Your task
Every line of the data should be written out exactly, with the pictures left out.

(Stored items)
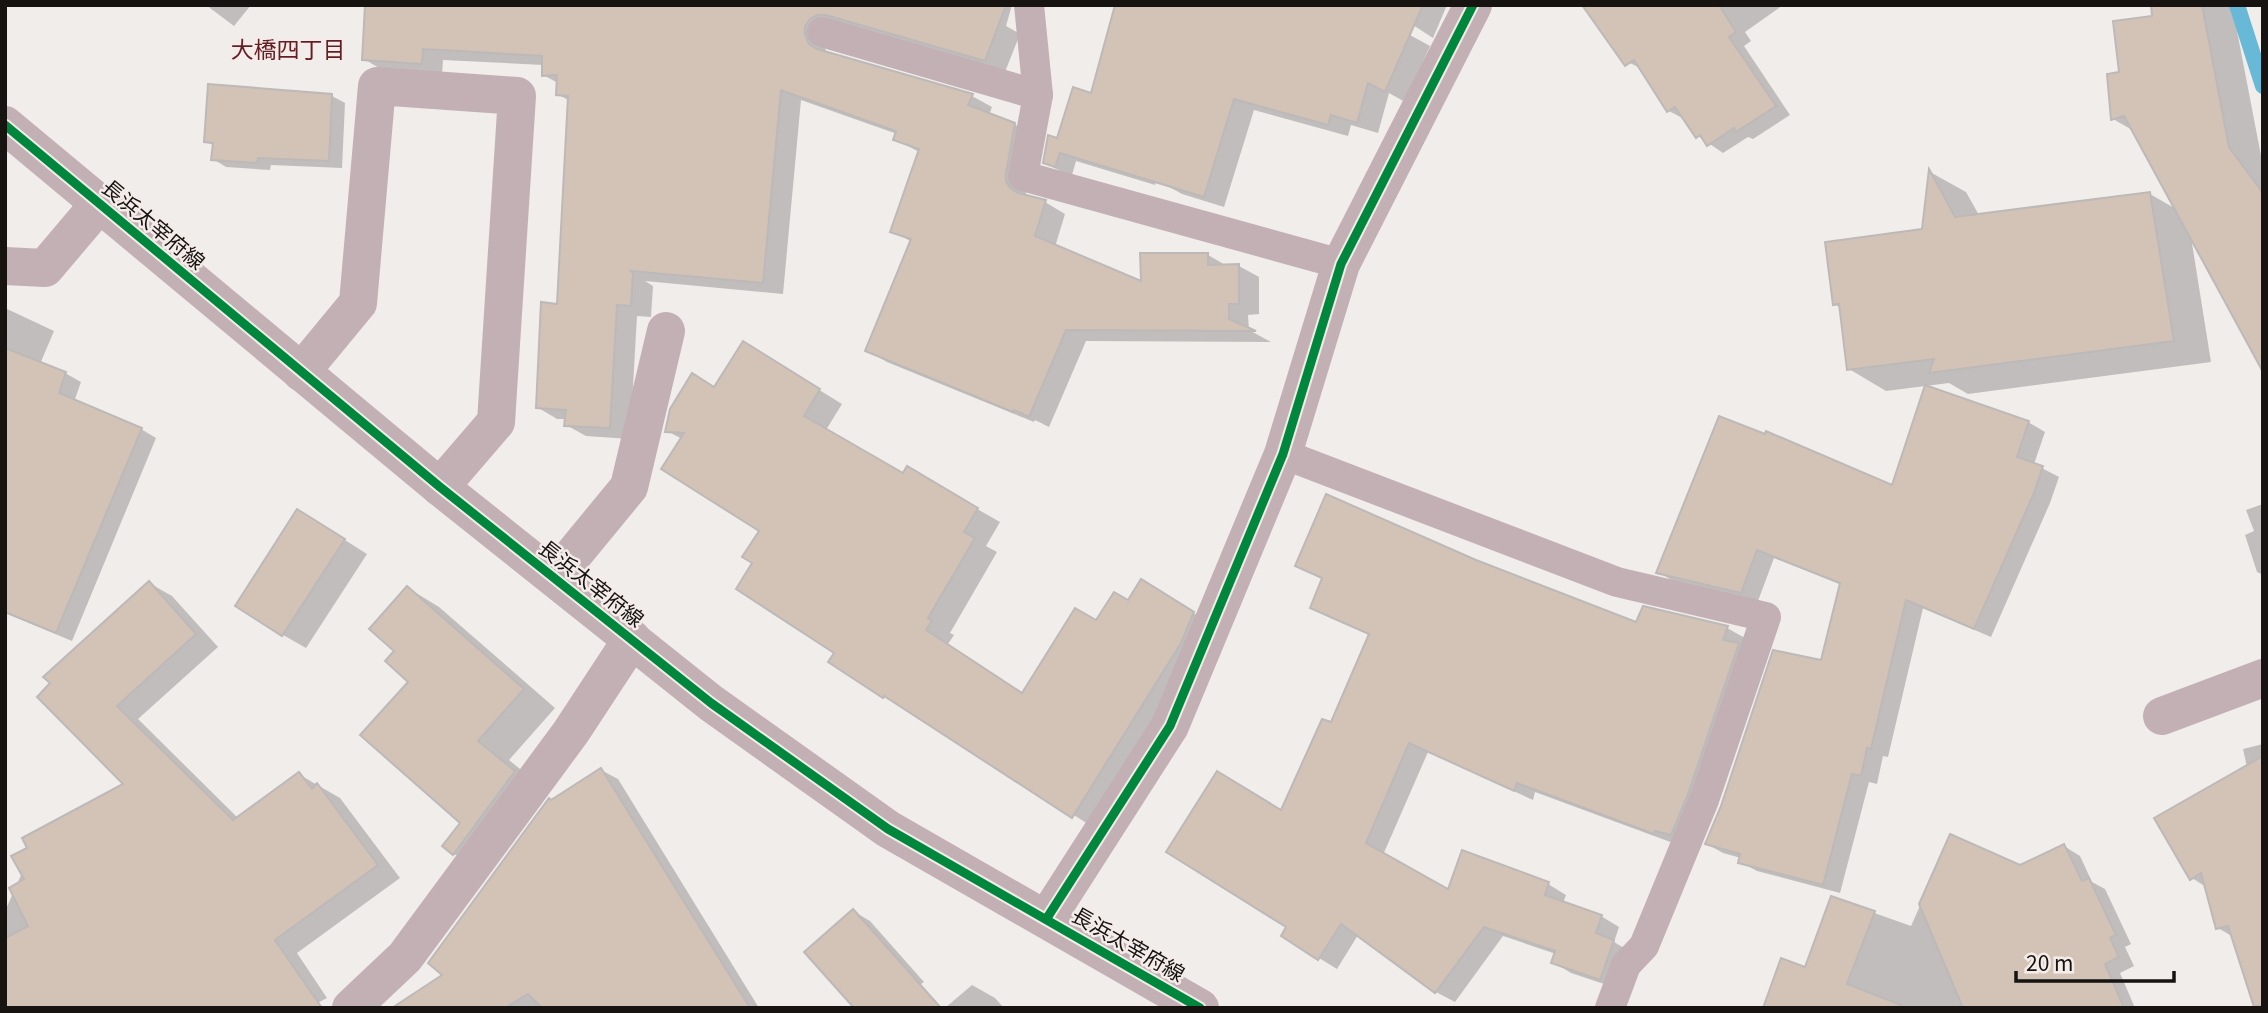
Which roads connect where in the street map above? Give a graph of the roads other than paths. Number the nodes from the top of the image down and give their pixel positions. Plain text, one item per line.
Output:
1 (1029, 5) edge
2 (1473, 5) edge
3 (821, 32) dead end
4 (1038, 96) junction
5 (5, 125) edge
6 (100, 203) junction
7 (1341, 264) junction
8 (5, 266) edge
9 (666, 331) dead end
10 (301, 372) junction
11 (1283, 454) junction
12 (440, 487) junction
13 (555, 578) junction
14 (632, 639) junction
15 (2263, 678) edge
16 (2162, 716) dead end
17 (1047, 918) junction
18 (351, 1008) edge
19 (1200, 1008) edge
20 (1610, 1008) edge

1 - 4 lane
2 - 7 street
3 - 4 lane
4 - 7 lane
5 - 6 street, 長浜太宰府線
6 - 8 street
6 - 10 street, 長浜太宰府線
7 - 11 street
9 - 13 street
10 - 12 street, 長浜太宰府線
10 - 12 street
11 - 17 street
11 - 20 lane
12 - 13 street, 長浜太宰府線
13 - 14 street, 長浜太宰府線
14 - 17 street, 長浜太宰府線
14 - 18 street
15 - 16 street
17 - 19 street, 長浜太宰府線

Exercise output
Which roads connect where in the street map above? Give a graph of the roads other than paths. Number the nodes from the top of the image down and give their pixel positions. Plain text, one item per line.
Output:
1 (1029, 5) edge
2 (1473, 5) edge
3 (821, 32) dead end
4 (1038, 96) junction
5 (5, 125) edge
6 (100, 203) junction
7 (1341, 264) junction
8 (5, 266) edge
9 (666, 331) dead end
10 (301, 372) junction
11 (1283, 454) junction
12 (440, 487) junction
13 (555, 578) junction
14 (632, 639) junction
15 (2263, 678) edge
16 (2162, 716) dead end
17 (1047, 918) junction
18 (351, 1008) edge
19 (1200, 1008) edge
20 (1610, 1008) edge

1 - 4 lane
2 - 7 street
3 - 4 lane
4 - 7 lane
5 - 6 street, 長浜太宰府線
6 - 8 street
6 - 10 street, 長浜太宰府線
7 - 11 street
9 - 13 street
10 - 12 street, 長浜太宰府線
10 - 12 street
11 - 17 street
11 - 20 lane
12 - 13 street, 長浜太宰府線
13 - 14 street, 長浜太宰府線
14 - 17 street, 長浜太宰府線
14 - 18 street
15 - 16 street
17 - 19 street, 長浜太宰府線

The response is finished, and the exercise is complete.